From the samples, we can calculate the means and standard deviation of the population.

## Hypothesis Testing:
A|B Testing
Hypothesis Testing will help conclude that the result of the sample is representative enough for the population.
### Null Hypothesis (H0) Opposite Alternative Hypothesis (H1)
**Null Hypothesis:** Nothing change, nothing happen. The current fact.

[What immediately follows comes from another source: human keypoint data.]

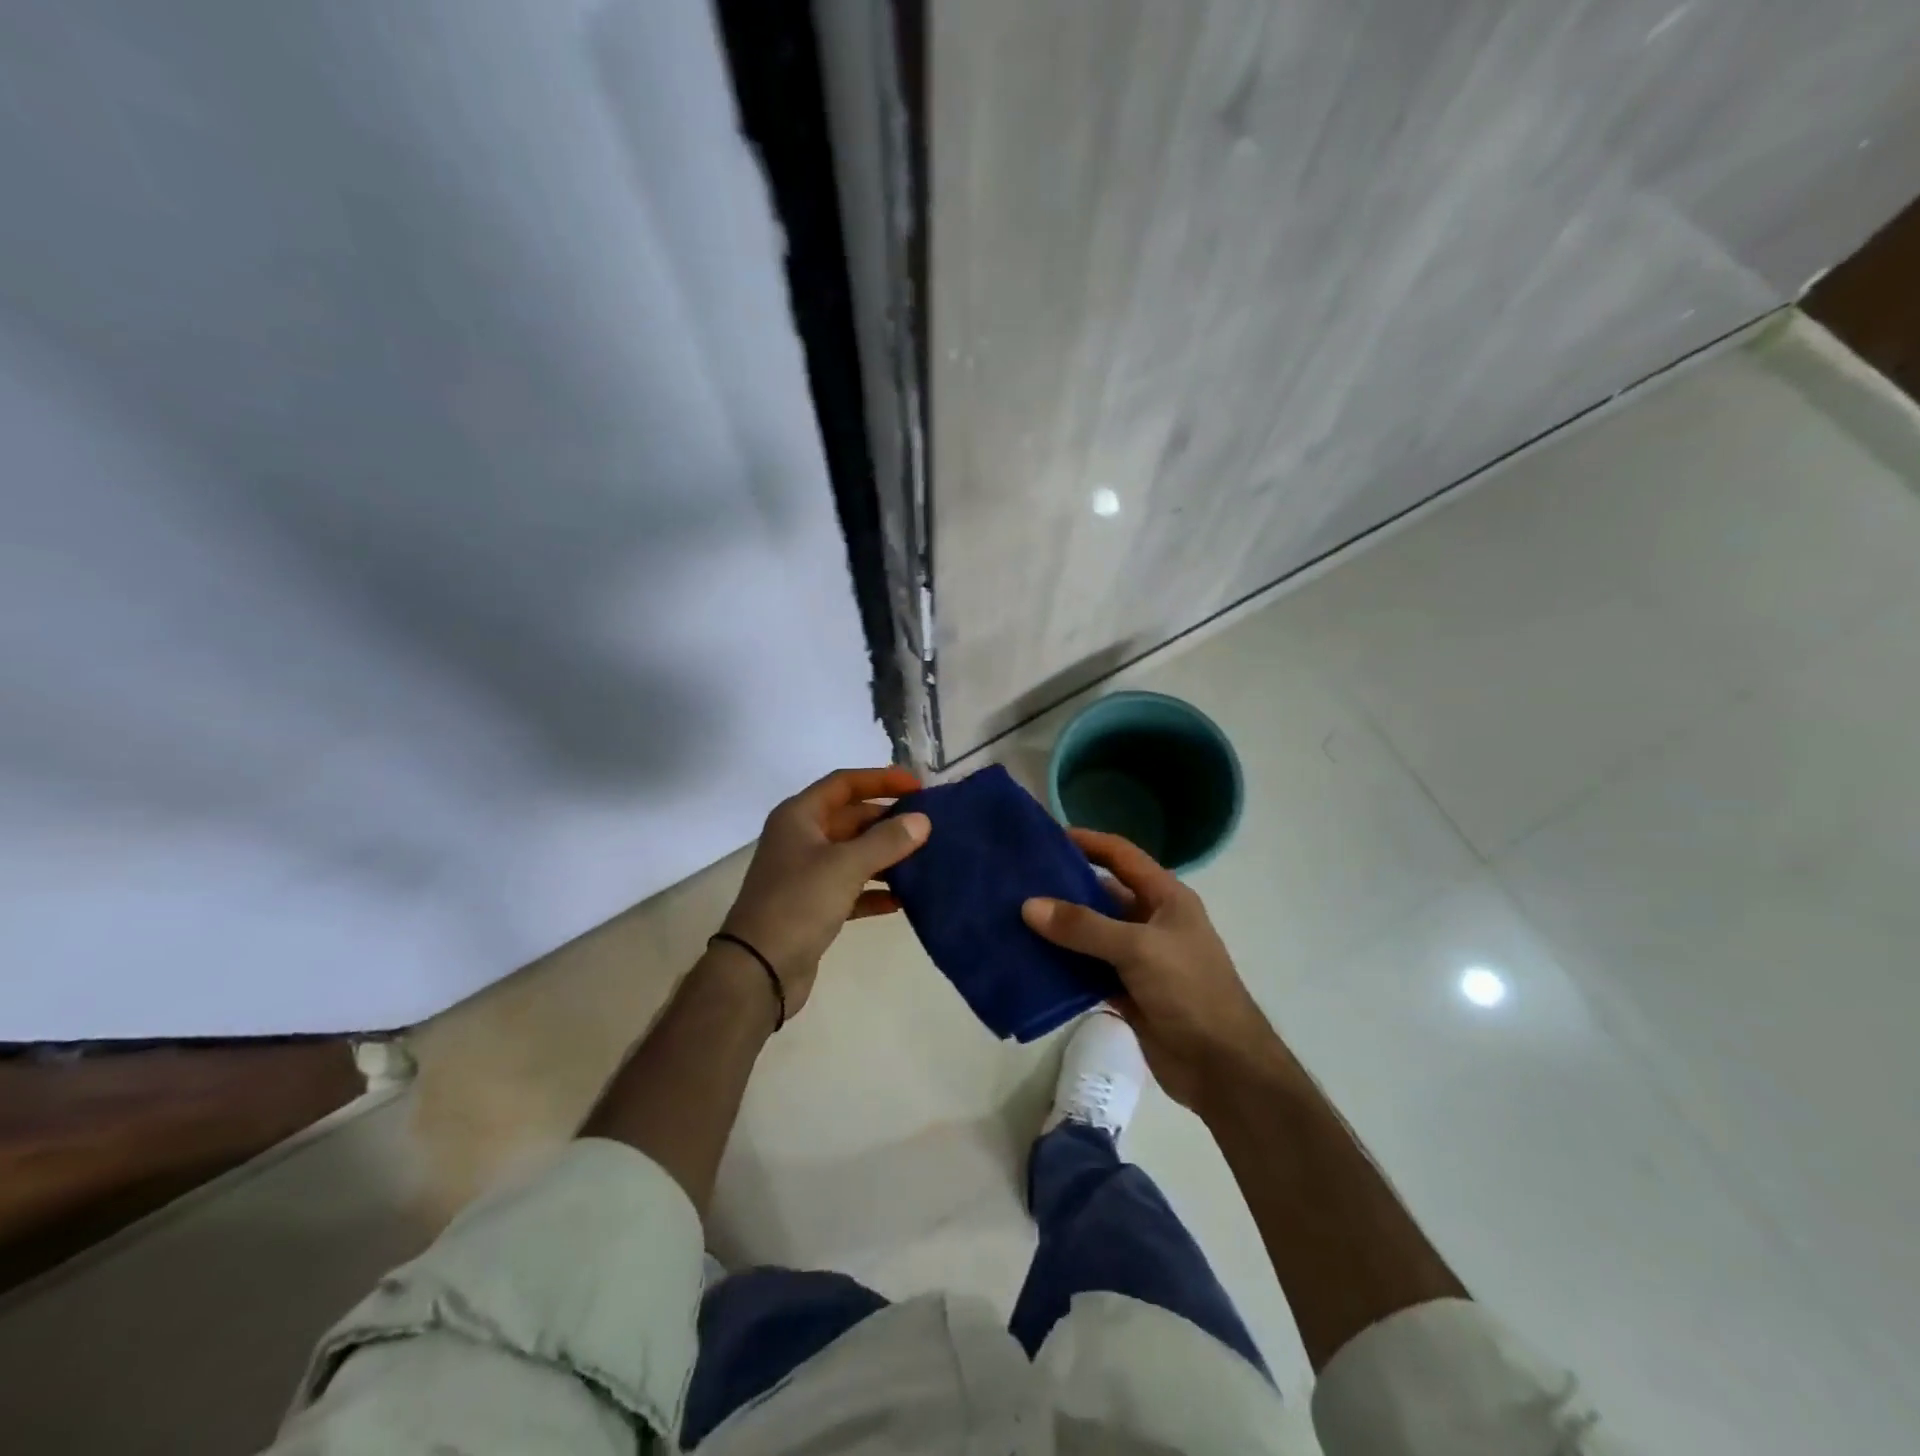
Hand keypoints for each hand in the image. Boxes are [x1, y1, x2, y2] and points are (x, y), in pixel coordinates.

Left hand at [719, 766, 929, 1016]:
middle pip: (850, 818)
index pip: (844, 783)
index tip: (917, 785)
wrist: (758, 970)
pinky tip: (903, 899)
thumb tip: (922, 821)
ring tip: (925, 857)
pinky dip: (875, 890)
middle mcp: (800, 838)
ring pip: (853, 854)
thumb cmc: (798, 903)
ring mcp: (805, 873)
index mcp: (799, 816)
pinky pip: (851, 888)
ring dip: (885, 855)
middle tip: (928, 824)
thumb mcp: (845, 865)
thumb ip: (886, 840)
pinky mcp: (813, 906)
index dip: (880, 779)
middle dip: (887, 819)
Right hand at [1022, 828, 1279, 1110]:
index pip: (1122, 856)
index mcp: (1166, 897)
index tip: (1046, 837)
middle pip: (1101, 894)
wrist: (1223, 1068)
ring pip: (1091, 935)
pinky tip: (1030, 963)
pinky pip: (1088, 970)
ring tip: (1014, 919)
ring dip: (1059, 930)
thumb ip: (1084, 927)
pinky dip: (1063, 967)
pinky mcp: (1127, 991)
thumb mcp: (1138, 949)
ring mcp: (1139, 958)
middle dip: (1063, 888)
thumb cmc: (1190, 991)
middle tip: (1018, 882)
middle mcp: (1151, 921)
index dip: (1088, 842)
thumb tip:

**Alternative Hypothesis:** Something change, something happen. What trying to be proved.
### Significant Level ($\alpha$):
The probability of rejecting the null hypothesis when it (the null hypothesis) is true (Type 1 error), aka **deny the truth**.
**The probability of allowing H0 to be wrong ~ Thresdhold.**
Example: In jury, the default state of Person is innocent until being proven guilty.
In business: standard $\alpha$ = 0.05 (5%)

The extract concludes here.